◆ TASK DETAILS:
Extract every entry word for word. Skip the pictures.
*** Opening of ENTRIES PROVIDED ***
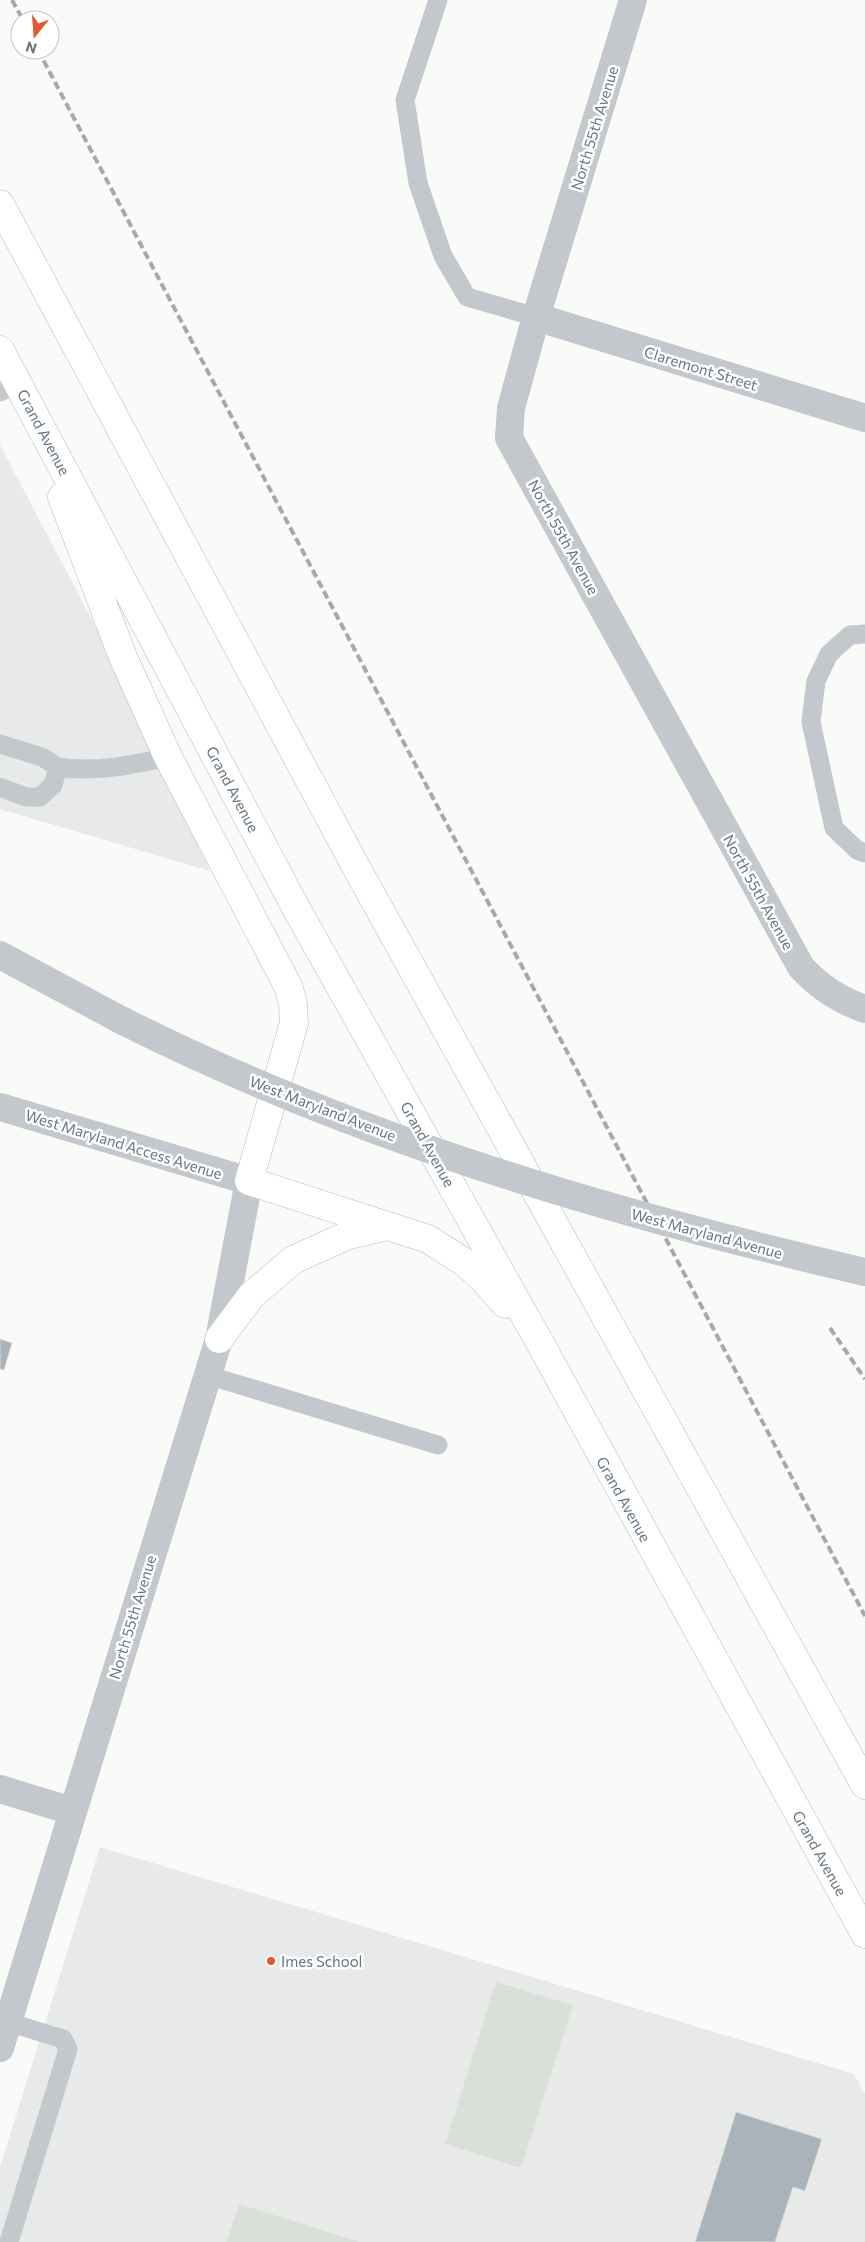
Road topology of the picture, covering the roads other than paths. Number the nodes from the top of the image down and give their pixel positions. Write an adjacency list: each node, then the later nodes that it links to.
1 (438, 0): 4 (lane)
2 (633, 0): 4 (street, North 55th Avenue)
3 (0, 204): 24 (highway)
4 (536, 317): 7 (street, Claremont Street); 15 (street, North 55th Avenue)
5 (0, 350): 6 (highway, Grand Avenue)
6 (9, 388): 10 (highway); 21 (highway, Grand Avenue)
7 (865, 418)
8 (865, 634): 13 (lane)
9 (0, 744): 11 (lane)
10 (168, 757): 11 (lane); 17 (highway)
11 (58, 767): 12 (lane)
12 (0, 787)
13 (865, 853)
14 (0, 955): 19 (street, West Maryland Avenue, bridge)
15 (865, 1009)
16 (0, 1107): 17 (street, West Maryland Access Avenue)
17 (249, 1181): 18 (highway); 20 (street, North 55th Avenue)
18 (389, 1226): 20 (highway); 21 (highway)
19 (865, 1272)
20 (219, 1339): 22 (street, North 55th Avenue)
21 (540, 1343): 27 (highway, Grand Avenue)
22 (207, 1375): 23 (lane); 26 (street, North 55th Avenue)
23 (438, 1446)
24 (865, 1785)
25 (0, 1789): 26 (street)
26 (72, 1811): 28 (street, North 55th Avenue)
27 (865, 1934)
28 (8, 2022): 29 (street, North 55th Avenue); 30 (lane)
29 (0, 2048)
30 (9, 2242)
*** Close of ENTRIES PROVIDED ***
◆ RESULT OF THE EXERCISE:
Road topology of the picture, covering the roads other than paths. Number the nodes from the top of the image down and give their pixel positions. Write an adjacency list: each node, then the later nodes that it links to.
1 (438, 0): 4 (lane)
2 (633, 0): 4 (street, North 55th Avenue)
3 (0, 204): 24 (highway)
4 (536, 317): 7 (street, Claremont Street); 15 (street, North 55th Avenue)
5 (0, 350): 6 (highway, Grand Avenue)
6 (9, 388): 10 (highway); 21 (highway, Grand Avenue)
7 (865, 418)
8 (865, 634): 13 (lane)
9 (0, 744): 11 (lane)
10 (168, 757): 11 (lane); 17 (highway)
11 (58, 767): 12 (lane)
12 (0, 787)
13 (865, 853)
14 (0, 955): 19 (street, West Maryland Avenue, bridge)
15 (865, 1009)
16 (0, 1107): 17 (street, West Maryland Access Avenue)
17 (249, 1181): 18 (highway); 20 (street, North 55th Avenue)
18 (389, 1226): 20 (highway); 21 (highway)
19 (865, 1272)
20 (219, 1339): 22 (street, North 55th Avenue)
21 (540, 1343): 27 (highway, Grand Avenue)
22 (207, 1375): 23 (lane); 26 (street, North 55th Avenue)
23 (438, 1446)
24 (865, 1785)
25 (0, 1789): 26 (street)
26 (72, 1811): 28 (street, North 55th Avenue)
27 (865, 1934)
28 (8, 2022): 29 (street, North 55th Avenue); 30 (lane)
29 (0, 2048)
30 (9, 2242)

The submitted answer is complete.